Rail

codecov

Rail is a lightweight MVVM-inspired state management library for Flutter, heavily influenced by orbit-mvi and flutter_bloc. It aims to provide a simple, testable, and predictable way to model application state and side-effects.

Usage

Create a Rail that exposes a typed state and optional effects. Provide it to the widget tree with RailProvider, and read states in the UI with RailBuilder or RailConsumer.

Example:

// counter_effect.dart
sealed class CounterEffect {}

class CongratsMessageEffect extends CounterEffect {
  final int count;

  CongratsMessageEffect(this.count);
}

// counter_rail.dart
class CounterRail extends Rail<int, CounterEffect> {
  CounterRail() : super(initialState: 0);

  void increment() {
    final newCount = state + 1;
    emitState(newCount);
    if (newCount % 10 == 0) emitEffect(CongratsMessageEffect(newCount));
  }
}

// In your widget tree
RailProvider<CounterRail>(
  create: (_) => CounterRail(),
  child: Scaffold(
    body: Center(
      child: RailConsumer<CounterRail, int, CounterEffect>(
        listener: (context, effect) {
          if (effect is CongratsMessageEffect) {
            ScaffoldMessenger.of(context).showSnackBar(SnackBar(
                content: Text(
              "Congrats! You pushed the button for incredible ${effect.count} times!",
            )));
          }
        },
        builder: (context, count) => Text('Count: $count'),
      ),
    ),
    floatingActionButton: FloatingActionButton(
      onPressed: () => context.read<CounterRail>().increment(),
      child: Icon(Icons.add),
    ),
  ),
)

For more examples, see the examples folder.

Widgets

  • RailBuilder<RAIL, STATE>: rebuilds UI when the Rail emits new states.
  • RailListener<RAIL, EFFECT>: listen-only widget for reacting to effects.
  • RailConsumer<RAIL, STATE, EFFECT>: combines state-driven building and effect-driven listening.

Testing

Rail is designed for testability.

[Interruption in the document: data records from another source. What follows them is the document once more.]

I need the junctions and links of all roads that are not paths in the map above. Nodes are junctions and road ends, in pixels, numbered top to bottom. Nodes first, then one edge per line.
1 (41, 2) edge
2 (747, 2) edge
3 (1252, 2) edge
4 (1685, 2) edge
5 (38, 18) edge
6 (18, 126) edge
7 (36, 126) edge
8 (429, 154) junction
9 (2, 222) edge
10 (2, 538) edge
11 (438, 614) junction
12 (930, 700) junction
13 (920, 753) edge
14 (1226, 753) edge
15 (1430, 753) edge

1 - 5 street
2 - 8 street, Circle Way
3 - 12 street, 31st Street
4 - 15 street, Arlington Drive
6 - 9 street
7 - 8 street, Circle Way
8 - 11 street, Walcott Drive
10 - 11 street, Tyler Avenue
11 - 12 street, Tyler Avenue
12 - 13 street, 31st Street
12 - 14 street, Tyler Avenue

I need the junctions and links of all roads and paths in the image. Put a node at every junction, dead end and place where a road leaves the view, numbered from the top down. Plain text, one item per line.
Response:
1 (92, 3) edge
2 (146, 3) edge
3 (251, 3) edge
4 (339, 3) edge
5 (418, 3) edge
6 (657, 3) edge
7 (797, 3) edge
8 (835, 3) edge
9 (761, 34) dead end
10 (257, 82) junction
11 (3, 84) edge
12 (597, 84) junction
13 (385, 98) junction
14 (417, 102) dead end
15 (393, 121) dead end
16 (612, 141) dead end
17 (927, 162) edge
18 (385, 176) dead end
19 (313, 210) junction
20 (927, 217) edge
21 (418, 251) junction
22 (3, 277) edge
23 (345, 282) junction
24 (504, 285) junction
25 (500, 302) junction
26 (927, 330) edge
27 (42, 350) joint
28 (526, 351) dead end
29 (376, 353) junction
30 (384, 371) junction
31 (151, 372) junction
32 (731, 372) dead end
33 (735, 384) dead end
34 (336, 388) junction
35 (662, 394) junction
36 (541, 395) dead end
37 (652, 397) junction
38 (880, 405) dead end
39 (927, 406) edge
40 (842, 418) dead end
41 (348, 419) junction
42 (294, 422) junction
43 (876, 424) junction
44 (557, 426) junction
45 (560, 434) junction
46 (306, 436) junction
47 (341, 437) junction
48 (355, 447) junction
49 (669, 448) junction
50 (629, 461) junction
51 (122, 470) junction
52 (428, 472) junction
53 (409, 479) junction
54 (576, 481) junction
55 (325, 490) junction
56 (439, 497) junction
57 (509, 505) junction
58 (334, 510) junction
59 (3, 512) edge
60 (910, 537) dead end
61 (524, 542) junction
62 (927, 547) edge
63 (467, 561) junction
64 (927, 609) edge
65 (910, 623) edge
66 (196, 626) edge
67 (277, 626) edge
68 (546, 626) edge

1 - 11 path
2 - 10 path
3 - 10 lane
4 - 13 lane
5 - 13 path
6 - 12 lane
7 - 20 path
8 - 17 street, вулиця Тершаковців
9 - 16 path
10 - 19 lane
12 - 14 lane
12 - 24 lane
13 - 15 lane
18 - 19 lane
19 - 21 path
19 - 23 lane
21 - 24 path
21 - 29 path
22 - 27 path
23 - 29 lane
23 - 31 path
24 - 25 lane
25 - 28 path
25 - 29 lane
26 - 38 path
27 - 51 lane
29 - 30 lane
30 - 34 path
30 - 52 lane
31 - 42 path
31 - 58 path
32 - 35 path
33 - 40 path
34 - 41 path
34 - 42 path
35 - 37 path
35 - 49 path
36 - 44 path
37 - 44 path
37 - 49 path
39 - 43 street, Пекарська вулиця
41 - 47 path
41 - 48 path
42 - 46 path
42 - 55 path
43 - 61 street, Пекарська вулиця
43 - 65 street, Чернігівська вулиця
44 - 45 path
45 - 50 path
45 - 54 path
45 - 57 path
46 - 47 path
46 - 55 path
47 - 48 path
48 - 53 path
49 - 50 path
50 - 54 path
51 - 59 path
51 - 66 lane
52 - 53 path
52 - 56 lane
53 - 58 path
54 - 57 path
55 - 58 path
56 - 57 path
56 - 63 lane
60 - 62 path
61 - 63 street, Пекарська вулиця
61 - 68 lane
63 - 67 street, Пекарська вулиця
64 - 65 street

Example unit test:

test('counter increments', () async {
  final rail = CounterRail();
  expect(rail.state, 0);
  rail.increment();
  expect(rail.state, 1);
  await rail.close();
});

Testing your widgets with a real Rail is also simple:

void main() {  

  late CounterRail rail;

  setUp(() {
    rail = CounterRail();
  });

  tearDown(() {
    rail.close();
  });

  testWidgets("Should increment on button tap", (tester) async {
    await tester.pumpWidget(MaterialApp(
      home: RailProvider(
        create: (context) => rail,
        child: const CounterPage(),
      ),
    ));

    expect(find.text('0'), findsOneWidget);

    await tester.tap(find.byType(FloatingActionButton));
    await tester.pump();

    expect(find.text('1'), findsOneWidget);

    await tester.tap(find.byType(FloatingActionButton));
    await tester.pump();

    expect(find.text('2'), findsOneWidget);
  });
}

Alternatively, you can mock your Rail using a lib like mockito:

import 'counter_page_test.mocks.dart';

@GenerateNiceMocks([MockSpec<CounterPageRail>()])
void main() {
  testWidgets("Should update counter text with rail state", (widgetTester) async {
    final rail = MockCounterPageRail();

    when(rail.state).thenReturn(2);

    await widgetTester.pumpWidget(MaterialApp(
      home: RailProvider<CounterPageRail>(
        create: (context) => rail,
        child: const CounterPage(),
      ),
    ));

    expect(find.text('2'), findsOneWidget);
  });
}

For more testing examples, see the example tests folder.

Contributing

  • Read the existing tests and examples in example/ and test/ before adding new features.
  • Open issues for bug reports or feature requests.
  • Follow the repository coding style and include tests for new behavior.